In-context learning is a promising approach for offline reinforcement
learning (RL) to handle online tasks, which can be achieved by providing task
prompts. Recent works demonstrated that in-context RL could emerge with
self-improvement in a trial-and-error manner when treating RL tasks as an
across-episodic sequential prediction problem.
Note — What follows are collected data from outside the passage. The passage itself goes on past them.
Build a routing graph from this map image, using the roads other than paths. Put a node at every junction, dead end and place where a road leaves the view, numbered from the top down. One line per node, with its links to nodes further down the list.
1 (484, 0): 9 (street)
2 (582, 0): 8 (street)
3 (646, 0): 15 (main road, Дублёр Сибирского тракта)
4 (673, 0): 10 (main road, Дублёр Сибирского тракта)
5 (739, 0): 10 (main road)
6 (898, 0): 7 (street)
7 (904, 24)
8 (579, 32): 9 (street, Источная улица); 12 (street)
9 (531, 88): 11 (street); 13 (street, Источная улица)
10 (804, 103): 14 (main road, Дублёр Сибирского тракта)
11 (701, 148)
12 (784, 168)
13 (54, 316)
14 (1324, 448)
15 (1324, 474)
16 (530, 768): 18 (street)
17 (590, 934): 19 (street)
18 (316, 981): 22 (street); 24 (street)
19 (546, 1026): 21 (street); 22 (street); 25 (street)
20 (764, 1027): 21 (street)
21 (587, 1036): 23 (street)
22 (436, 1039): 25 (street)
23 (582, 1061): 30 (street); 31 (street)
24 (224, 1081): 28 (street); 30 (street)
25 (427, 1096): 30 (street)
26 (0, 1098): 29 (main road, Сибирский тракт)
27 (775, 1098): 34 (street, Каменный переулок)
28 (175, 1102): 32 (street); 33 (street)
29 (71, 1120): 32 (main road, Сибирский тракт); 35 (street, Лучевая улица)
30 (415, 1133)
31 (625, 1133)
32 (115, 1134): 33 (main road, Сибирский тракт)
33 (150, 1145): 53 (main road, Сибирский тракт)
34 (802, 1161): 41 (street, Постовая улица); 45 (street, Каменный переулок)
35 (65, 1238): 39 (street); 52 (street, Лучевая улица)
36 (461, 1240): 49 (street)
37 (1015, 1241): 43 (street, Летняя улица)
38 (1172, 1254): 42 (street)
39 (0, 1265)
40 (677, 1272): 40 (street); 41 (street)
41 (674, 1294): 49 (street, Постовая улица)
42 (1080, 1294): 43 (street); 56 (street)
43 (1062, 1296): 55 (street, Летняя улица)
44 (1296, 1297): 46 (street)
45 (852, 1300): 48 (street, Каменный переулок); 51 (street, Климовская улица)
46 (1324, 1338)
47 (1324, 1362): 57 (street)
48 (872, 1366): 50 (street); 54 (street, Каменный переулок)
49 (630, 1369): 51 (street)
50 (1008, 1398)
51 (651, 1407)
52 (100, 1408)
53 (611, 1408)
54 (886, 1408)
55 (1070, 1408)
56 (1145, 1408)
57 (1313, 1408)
Despite the self-improvement not
requiring gradient updates, current works still suffer from high computational
costs when the across-episodic sequence increases with task horizons. To this
end, we propose an In-context Decision Transformer (IDT) to achieve
self-improvement in a high-level trial-and-error manner. Specifically, IDT is
inspired by the efficient hierarchical structure of human decision-making and
thus reconstructs the sequence to consist of high-level decisions instead of
low-level actions that interact with environments. As one high-level decision
can guide multi-step low-level actions, IDT naturally avoids excessively long
sequences and solves online tasks more efficiently. Experimental results show
that IDT achieves state-of-the-art in long-horizon tasks over current
in-context RL methods. In particular, the online evaluation time of our IDT is
\textbf{36$\times$} times faster than baselines in the D4RL benchmark and
\textbf{27$\times$} times faster in the Grid World benchmark.

提出了一种高层次的基于试错的方法，通过在环境中提供任务提示来实现离线强化学习的上下文学习，可以更高效地解决在线任务，并在长期任务中取得了最先进的结果。